→ **ASSIGNMENT**: Return all lines from the listing below in which "lane" appears.

→ **DATA RECORDS**:
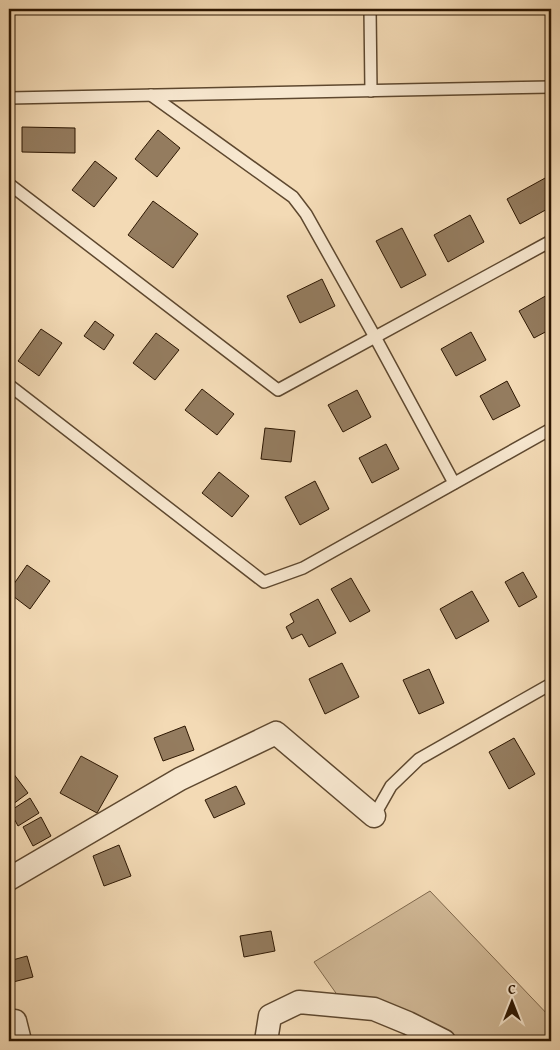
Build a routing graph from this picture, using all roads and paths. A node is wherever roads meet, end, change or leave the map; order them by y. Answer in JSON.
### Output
{"nodes":[{"id":1,"x":370,"y":9,"type":"edge"},
{"id":2,"x":551,"y":87,"type":"edge"},
{"id":3,"x":371,"y":91,"type":"junction"},
{"id":4,"x":151,"y":95,"type":"junction"},
{"id":5,"x":9,"y":98,"type":"edge"},
{"id":6,"x":9,"y":184,"type":"edge"},
{"id":7,"x":551,"y":242,"type":"edge"},
{"id":8,"x":375,"y":337,"type":"junction"},
{"id":9,"x":9,"y":385,"type":"edge"},
{"id":10,"x":551,"y":429,"type":"edge"},
{"id":11,"x":454,"y":483,"type":"junction"},
{"id":12,"x":551,"y":684,"type":"edge"},
{"id":13,"x":374,"y":816,"type":"joint"},
{"id":14,"x":9,"y":879,"type":"edge"},
{"id":15,"x":266,"y":1041,"type":"edge"},
{"id":16,"x":444,"y":1041,"type":"edge"}],
"edges":[{"from":1,"to":3,"type":"lane"},
{"from":2,"to":3,"type":"lane"},
{"from":3,"to":4,"type":"lane"},
{"from":4,"to":5,"type":"lane"},
{"from":4,"to":8,"type":"lane"},
{"from":6,"to":8,"type":"lane"},
{"from":7,"to":8,"type":"lane"},
{"from":8,"to":11,"type":"lane"},
{"from":9,"to":11,"type":"lane"},
{"from":10,"to":11,"type":"lane"},
{"from":12,"to":13,"type":"lane"},
{"from":13,"to":14,"type":"street"},
{"from":15,"to":16,"type":"street"}]}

→ **ANSWER BELOW**:
"edges":[{"from":1,"to":3,"type":"lane"},
{"from":2,"to":3,"type":"lane"},
{"from":3,"to":4,"type":"lane"},
{"from":4,"to":5,"type":"lane"},
{"from":4,"to":8,"type":"lane"},
{"from":6,"to":8,"type":"lane"},
{"from":7,"to":8,"type":"lane"},
{"from":8,"to":11,"type":"lane"},
{"from":9,"to":11,"type":"lane"},
{"from":10,"to":11,"type":"lane"},
{"from":12,"to":13,"type":"lane"},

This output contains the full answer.